RX-7 modification 101. The stock 3rd gen is fast but it can become blindingly quick with some time proven modifications. Why didn’t Mazda design the RX-7 with these mods in the first place? Mazda had to satisfy a long list of government noise, pollution and safety regulations and satisfy the average sports car buyer’s creature comfort needs when they designed the 3rd gen. By making it a little noisier, a little less reliable, and pollute a little more you can create the razor sharp sports car you’ve always wanted.
You can boost the horsepower output of the engine from it's stock 255 hp at the flywheel to 360 by opening the intake, upgrading the intercooler, adding a fuel computer, replacing the pre-cat with a down pipe, replacing the main catalytic converter with a legal high-flow cat and replacing the very restrictive cat-back exhaust. Road and Track called the stock 3rd gen RX-7 a Trans Am car for the street. At 360 hp and 2900 lbs it is scary fast.
There are pros and cons to almost every mod and some of them are not legal for street use. I’ll try to give both sides of the story when discussing them.

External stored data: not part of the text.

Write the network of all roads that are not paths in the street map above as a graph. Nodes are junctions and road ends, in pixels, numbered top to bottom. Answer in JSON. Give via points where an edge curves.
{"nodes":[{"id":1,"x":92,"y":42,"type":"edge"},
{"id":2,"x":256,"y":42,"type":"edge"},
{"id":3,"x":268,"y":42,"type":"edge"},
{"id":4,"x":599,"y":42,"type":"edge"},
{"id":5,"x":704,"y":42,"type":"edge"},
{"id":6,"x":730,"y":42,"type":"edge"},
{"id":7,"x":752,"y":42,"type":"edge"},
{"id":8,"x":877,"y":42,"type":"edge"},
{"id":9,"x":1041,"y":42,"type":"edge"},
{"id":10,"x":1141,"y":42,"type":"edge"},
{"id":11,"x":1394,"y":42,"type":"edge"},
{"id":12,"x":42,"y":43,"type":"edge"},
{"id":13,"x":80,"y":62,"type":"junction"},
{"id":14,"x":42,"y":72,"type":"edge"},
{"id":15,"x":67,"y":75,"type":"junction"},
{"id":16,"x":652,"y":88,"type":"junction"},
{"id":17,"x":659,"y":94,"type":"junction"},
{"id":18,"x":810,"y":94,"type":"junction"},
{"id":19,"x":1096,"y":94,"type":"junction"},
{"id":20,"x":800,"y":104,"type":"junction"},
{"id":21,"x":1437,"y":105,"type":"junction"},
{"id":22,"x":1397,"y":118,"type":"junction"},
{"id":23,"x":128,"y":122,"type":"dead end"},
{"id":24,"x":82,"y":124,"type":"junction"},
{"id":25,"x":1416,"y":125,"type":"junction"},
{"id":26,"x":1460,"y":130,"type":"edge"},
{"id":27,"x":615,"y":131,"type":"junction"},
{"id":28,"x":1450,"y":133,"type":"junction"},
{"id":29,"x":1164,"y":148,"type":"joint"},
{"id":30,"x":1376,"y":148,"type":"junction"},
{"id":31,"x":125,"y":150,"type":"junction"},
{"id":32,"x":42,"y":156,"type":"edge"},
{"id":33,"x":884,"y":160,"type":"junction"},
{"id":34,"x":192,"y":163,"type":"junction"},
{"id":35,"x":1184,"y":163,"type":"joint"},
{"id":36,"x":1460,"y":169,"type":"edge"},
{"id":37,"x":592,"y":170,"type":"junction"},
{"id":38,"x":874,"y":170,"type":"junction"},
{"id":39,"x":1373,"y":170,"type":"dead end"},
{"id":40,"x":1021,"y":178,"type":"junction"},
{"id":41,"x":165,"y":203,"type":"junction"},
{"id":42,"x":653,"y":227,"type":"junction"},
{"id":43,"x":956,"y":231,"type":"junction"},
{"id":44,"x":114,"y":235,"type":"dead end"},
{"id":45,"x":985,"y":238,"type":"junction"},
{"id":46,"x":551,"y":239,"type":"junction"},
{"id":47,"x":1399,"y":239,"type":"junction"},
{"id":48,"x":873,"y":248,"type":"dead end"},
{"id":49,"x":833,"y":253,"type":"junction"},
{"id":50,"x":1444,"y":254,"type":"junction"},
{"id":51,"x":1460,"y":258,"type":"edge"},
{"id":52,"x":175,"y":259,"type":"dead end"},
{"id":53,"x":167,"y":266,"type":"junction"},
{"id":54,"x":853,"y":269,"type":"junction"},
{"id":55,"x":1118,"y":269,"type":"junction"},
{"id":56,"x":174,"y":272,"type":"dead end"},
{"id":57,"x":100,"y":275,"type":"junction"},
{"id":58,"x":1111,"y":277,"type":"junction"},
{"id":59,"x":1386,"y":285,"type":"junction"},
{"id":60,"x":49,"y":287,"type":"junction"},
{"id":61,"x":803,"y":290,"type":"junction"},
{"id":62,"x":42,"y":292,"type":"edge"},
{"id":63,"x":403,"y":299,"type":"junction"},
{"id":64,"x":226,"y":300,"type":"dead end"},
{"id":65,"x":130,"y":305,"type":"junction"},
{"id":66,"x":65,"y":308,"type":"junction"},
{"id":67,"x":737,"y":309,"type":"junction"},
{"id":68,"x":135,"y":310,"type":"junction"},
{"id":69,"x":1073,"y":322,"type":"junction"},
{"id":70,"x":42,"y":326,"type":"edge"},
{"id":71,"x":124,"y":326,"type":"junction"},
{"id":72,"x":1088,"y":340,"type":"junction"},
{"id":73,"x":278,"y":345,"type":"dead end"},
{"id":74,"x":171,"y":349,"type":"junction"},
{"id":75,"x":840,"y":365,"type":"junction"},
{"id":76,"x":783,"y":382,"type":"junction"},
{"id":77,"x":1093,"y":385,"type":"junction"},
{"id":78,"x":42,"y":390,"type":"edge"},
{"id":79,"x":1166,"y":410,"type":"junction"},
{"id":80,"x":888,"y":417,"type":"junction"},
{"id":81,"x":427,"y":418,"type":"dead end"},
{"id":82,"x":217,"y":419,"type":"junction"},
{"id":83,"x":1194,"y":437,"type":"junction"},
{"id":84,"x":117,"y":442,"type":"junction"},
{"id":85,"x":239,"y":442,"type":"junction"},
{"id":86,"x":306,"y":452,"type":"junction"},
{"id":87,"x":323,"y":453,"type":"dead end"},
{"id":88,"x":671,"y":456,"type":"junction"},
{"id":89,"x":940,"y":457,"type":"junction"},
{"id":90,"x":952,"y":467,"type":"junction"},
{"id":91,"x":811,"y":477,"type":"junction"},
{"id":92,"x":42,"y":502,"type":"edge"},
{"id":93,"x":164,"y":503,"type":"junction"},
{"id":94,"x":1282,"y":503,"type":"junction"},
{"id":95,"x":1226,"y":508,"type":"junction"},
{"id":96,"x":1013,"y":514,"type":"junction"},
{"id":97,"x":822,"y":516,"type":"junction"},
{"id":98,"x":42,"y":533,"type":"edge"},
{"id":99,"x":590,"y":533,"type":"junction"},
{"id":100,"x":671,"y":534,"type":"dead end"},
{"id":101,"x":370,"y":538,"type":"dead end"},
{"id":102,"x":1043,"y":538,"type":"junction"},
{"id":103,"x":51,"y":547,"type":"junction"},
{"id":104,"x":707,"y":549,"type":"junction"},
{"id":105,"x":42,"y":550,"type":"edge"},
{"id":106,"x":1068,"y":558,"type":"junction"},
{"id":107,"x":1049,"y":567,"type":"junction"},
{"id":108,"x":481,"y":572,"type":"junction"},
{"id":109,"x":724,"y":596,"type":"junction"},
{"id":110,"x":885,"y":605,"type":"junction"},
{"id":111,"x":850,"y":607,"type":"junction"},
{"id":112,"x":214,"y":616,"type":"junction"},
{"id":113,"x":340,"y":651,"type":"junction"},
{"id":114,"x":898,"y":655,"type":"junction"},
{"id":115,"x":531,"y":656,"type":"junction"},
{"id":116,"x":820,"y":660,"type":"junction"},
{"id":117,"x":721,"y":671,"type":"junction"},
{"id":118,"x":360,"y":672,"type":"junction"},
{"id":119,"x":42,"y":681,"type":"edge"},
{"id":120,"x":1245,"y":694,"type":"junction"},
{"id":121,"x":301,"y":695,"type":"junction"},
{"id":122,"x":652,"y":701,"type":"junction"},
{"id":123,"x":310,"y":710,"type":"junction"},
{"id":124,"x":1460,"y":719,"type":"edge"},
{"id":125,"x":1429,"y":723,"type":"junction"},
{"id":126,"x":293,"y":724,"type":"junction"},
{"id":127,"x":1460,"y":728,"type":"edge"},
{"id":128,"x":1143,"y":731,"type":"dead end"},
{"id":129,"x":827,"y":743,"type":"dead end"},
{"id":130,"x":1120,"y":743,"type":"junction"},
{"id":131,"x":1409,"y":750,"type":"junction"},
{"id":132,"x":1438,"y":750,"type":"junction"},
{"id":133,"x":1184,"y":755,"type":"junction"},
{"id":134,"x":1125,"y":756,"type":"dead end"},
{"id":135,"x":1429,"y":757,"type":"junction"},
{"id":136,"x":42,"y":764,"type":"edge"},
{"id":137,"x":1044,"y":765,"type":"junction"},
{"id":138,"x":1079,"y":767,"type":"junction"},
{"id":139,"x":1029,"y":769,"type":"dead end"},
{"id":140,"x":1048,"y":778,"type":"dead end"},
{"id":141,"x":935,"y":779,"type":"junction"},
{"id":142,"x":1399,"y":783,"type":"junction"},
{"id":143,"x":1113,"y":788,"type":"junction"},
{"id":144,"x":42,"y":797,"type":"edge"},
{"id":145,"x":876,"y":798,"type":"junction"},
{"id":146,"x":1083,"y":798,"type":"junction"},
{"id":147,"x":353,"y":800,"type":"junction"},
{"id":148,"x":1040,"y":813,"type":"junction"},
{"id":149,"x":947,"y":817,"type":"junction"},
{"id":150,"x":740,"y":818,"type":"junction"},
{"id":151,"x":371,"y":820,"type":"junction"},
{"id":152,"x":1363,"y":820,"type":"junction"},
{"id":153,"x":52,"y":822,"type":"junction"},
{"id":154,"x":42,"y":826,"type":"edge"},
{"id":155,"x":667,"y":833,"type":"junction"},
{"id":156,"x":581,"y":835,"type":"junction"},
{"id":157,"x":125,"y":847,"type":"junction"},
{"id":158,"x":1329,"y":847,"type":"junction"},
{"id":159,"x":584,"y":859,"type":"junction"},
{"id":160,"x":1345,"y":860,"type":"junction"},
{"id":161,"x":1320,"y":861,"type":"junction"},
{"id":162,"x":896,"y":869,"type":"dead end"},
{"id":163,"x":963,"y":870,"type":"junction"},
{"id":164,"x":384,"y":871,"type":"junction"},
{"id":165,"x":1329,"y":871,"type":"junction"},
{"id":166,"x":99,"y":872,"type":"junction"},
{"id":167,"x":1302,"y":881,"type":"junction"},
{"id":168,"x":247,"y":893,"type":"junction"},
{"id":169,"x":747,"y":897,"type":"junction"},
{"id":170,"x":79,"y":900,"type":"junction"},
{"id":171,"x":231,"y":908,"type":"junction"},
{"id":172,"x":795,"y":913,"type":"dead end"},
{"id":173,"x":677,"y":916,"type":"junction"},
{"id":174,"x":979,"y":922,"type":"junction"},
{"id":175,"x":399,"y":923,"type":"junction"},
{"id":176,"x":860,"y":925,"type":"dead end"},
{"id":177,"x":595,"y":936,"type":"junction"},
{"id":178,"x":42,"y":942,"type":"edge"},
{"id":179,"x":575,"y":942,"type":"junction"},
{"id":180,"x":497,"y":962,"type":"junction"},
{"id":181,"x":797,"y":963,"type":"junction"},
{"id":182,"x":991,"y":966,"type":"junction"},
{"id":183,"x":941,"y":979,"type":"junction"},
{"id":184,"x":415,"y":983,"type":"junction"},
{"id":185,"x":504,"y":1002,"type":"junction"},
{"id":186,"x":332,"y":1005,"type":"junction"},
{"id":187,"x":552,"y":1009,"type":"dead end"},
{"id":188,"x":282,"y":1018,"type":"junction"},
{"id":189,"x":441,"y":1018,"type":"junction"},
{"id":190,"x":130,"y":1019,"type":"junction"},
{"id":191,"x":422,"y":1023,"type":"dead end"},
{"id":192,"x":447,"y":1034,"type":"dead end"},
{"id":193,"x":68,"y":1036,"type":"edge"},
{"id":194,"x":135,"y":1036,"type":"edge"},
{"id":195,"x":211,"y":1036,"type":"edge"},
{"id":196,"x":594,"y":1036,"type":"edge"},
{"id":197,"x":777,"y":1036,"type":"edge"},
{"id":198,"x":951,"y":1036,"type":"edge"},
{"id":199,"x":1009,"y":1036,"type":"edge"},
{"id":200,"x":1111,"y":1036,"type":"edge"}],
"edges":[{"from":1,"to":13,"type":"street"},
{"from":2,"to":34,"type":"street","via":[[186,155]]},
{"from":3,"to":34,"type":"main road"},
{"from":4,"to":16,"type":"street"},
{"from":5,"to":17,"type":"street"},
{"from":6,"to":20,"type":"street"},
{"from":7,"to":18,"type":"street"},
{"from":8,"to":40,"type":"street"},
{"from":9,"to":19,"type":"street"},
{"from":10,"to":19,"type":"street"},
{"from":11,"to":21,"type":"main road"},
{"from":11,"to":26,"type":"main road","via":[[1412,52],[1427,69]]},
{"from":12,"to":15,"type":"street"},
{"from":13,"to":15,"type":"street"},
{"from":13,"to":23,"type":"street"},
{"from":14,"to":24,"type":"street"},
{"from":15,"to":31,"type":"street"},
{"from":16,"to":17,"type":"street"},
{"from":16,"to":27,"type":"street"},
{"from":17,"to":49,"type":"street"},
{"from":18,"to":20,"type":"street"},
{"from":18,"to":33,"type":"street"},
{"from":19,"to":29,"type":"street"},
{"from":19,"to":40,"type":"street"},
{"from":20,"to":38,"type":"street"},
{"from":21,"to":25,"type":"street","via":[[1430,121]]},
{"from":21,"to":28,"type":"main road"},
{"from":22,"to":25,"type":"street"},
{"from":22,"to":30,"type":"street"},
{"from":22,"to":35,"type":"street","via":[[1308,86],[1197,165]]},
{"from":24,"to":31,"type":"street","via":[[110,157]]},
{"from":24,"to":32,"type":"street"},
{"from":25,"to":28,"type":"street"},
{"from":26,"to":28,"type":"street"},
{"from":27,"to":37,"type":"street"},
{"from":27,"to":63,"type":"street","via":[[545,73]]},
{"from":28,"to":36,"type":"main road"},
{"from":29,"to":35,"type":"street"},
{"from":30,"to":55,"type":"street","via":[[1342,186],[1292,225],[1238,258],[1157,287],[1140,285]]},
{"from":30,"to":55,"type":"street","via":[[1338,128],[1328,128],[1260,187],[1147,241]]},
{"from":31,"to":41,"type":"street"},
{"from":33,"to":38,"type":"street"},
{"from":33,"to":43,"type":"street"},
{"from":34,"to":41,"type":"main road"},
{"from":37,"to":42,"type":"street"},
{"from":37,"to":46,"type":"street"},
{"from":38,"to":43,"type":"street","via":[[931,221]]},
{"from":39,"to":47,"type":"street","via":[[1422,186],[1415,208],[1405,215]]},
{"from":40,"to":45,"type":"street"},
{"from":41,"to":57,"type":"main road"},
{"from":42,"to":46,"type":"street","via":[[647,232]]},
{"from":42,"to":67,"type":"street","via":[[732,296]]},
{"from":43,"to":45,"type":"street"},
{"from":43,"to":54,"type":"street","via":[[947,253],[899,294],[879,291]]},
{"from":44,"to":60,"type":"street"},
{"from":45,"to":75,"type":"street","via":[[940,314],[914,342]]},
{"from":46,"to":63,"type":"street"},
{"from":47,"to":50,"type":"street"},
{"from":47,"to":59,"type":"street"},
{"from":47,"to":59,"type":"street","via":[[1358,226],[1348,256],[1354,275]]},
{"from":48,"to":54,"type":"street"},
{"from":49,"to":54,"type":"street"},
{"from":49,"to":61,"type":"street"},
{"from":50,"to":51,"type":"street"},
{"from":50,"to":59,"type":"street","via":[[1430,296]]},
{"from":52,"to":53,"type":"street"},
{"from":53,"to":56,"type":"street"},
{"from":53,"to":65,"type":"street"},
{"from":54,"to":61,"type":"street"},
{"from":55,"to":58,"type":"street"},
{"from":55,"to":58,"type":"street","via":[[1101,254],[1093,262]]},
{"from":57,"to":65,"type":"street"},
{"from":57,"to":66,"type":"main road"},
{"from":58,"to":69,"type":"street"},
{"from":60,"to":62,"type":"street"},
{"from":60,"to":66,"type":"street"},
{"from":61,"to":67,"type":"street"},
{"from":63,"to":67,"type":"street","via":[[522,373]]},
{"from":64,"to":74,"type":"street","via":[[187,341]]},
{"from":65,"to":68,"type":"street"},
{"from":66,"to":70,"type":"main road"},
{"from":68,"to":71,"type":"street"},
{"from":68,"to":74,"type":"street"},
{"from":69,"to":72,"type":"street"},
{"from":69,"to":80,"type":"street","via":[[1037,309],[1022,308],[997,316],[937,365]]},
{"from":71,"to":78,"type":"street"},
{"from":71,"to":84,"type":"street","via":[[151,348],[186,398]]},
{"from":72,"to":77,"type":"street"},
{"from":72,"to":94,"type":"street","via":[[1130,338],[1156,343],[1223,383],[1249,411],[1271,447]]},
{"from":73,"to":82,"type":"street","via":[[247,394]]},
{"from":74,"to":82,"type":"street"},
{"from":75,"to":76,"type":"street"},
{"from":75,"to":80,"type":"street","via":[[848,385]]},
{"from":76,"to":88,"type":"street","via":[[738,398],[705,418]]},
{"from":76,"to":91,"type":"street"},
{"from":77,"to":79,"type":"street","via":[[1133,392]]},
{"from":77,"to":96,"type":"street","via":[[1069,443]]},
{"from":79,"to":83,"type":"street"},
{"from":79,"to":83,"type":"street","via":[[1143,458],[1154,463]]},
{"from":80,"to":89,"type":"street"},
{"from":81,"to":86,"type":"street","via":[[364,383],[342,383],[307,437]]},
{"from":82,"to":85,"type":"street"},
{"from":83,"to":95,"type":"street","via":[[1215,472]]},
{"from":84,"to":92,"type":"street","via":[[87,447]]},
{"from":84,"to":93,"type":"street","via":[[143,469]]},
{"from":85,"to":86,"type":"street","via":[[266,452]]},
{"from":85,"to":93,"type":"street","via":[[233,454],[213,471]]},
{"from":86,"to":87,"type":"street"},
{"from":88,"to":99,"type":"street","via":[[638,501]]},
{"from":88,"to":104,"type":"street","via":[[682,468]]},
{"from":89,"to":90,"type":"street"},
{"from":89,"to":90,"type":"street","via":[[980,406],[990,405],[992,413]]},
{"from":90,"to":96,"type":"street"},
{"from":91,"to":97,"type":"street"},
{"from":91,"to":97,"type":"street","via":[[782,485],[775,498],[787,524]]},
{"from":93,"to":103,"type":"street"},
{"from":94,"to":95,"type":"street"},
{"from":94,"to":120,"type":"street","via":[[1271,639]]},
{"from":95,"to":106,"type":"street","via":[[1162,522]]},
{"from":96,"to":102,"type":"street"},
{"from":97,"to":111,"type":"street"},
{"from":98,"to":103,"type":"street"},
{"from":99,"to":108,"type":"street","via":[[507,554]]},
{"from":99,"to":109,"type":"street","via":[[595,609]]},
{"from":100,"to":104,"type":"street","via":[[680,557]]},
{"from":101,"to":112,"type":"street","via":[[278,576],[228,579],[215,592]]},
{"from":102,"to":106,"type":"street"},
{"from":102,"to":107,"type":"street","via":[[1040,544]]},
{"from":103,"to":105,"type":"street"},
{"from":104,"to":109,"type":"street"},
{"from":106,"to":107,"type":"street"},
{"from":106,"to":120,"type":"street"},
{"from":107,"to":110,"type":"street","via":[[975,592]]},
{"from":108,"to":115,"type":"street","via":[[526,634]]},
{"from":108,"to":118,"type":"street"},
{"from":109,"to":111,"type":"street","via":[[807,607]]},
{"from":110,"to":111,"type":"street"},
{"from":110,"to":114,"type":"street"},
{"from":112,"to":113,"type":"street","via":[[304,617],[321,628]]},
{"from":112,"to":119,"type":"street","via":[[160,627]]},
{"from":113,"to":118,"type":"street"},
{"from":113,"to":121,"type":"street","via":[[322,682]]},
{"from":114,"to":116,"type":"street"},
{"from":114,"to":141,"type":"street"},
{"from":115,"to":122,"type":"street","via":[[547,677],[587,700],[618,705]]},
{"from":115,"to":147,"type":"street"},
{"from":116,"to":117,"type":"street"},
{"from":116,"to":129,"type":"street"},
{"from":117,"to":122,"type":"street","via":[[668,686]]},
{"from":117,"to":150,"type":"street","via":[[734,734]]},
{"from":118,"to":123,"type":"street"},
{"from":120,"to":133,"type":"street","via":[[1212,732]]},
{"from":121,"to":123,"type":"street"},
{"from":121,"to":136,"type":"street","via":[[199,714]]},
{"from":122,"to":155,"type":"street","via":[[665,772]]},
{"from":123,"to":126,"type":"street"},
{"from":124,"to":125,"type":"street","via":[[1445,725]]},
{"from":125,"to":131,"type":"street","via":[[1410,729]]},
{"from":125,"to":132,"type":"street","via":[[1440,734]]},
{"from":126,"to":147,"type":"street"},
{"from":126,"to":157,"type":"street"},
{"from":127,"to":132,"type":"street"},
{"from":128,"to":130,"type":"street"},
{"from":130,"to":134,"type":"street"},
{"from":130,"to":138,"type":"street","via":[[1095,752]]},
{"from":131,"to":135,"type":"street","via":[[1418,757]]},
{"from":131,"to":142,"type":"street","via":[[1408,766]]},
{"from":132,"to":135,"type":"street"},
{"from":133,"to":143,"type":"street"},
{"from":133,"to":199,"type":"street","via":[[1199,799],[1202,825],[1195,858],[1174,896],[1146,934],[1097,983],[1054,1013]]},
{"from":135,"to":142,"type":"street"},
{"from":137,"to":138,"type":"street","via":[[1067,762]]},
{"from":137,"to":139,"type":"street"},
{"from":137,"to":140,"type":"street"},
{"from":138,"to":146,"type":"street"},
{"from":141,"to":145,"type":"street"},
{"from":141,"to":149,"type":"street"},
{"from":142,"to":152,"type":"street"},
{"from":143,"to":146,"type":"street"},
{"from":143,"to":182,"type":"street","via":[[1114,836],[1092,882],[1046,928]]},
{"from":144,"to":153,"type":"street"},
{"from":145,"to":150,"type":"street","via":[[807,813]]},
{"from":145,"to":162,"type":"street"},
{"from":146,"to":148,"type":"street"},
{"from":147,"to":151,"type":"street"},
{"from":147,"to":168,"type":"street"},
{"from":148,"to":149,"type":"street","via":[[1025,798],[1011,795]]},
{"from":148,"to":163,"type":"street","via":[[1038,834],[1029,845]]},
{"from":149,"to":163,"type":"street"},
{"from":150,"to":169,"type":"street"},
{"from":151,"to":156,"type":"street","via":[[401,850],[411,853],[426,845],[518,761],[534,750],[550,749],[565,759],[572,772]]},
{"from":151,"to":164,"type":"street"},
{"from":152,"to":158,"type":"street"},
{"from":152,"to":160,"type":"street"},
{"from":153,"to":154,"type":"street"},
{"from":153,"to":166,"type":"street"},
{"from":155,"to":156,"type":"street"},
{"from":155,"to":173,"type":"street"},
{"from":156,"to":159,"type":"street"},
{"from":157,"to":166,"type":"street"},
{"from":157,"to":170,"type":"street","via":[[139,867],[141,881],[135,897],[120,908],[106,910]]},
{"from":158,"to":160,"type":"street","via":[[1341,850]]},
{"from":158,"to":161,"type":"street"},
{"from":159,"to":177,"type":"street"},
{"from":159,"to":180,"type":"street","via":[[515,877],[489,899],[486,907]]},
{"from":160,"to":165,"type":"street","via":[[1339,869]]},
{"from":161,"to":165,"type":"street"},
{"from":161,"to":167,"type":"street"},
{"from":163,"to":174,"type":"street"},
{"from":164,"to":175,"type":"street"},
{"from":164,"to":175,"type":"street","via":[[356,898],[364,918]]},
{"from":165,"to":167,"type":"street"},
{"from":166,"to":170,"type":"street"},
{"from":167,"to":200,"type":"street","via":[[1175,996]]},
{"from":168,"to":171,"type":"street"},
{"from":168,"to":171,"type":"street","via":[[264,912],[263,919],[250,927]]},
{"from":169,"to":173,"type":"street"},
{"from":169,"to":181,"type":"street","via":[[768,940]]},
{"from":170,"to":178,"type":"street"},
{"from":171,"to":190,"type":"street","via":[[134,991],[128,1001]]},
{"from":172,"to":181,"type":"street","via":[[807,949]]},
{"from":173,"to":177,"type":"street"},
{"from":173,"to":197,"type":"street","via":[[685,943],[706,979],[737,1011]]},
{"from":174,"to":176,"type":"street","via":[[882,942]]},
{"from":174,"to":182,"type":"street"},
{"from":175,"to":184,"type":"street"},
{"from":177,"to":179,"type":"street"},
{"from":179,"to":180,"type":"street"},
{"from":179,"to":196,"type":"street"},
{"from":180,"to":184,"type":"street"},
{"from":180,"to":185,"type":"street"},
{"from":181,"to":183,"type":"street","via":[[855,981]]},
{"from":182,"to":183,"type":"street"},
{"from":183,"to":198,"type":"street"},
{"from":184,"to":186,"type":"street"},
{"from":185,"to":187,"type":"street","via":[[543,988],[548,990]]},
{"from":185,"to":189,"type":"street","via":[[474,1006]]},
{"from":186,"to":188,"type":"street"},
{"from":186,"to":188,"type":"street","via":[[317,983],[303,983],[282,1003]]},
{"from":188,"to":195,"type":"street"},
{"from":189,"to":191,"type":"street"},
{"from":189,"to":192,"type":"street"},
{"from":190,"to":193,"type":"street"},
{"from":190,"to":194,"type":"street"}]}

Keep in mind that some of these mods may void your warranty and if you ever decide to sell your modified RX-7 your resale value may be lower than a stock car. Also some dealers will not work on a heavily modified car because they are unfamiliar with the parts. Every time you change your car you take the chance that something will not be quite right or a minor problem may become more prominent. It's good practice to make sure the car is working right before you modify it. It's also a good idea to do one mod at a time so you can tell what is causing your new problem, it makes trouble-shooting easier. Modding your car will also put you into a higher performance category if you decide to race or Autocross. If you hope to sell your car to a collector some day, a stock car will bring a higher price. Keep your stock parts in case a prospective buyer wants to revert to stock.
With that said I highly recommend at least a few mods to improve the car: boost gauge, cat-back and intake are easy and very effective modifications. Also take a look at the Reliability Modifications.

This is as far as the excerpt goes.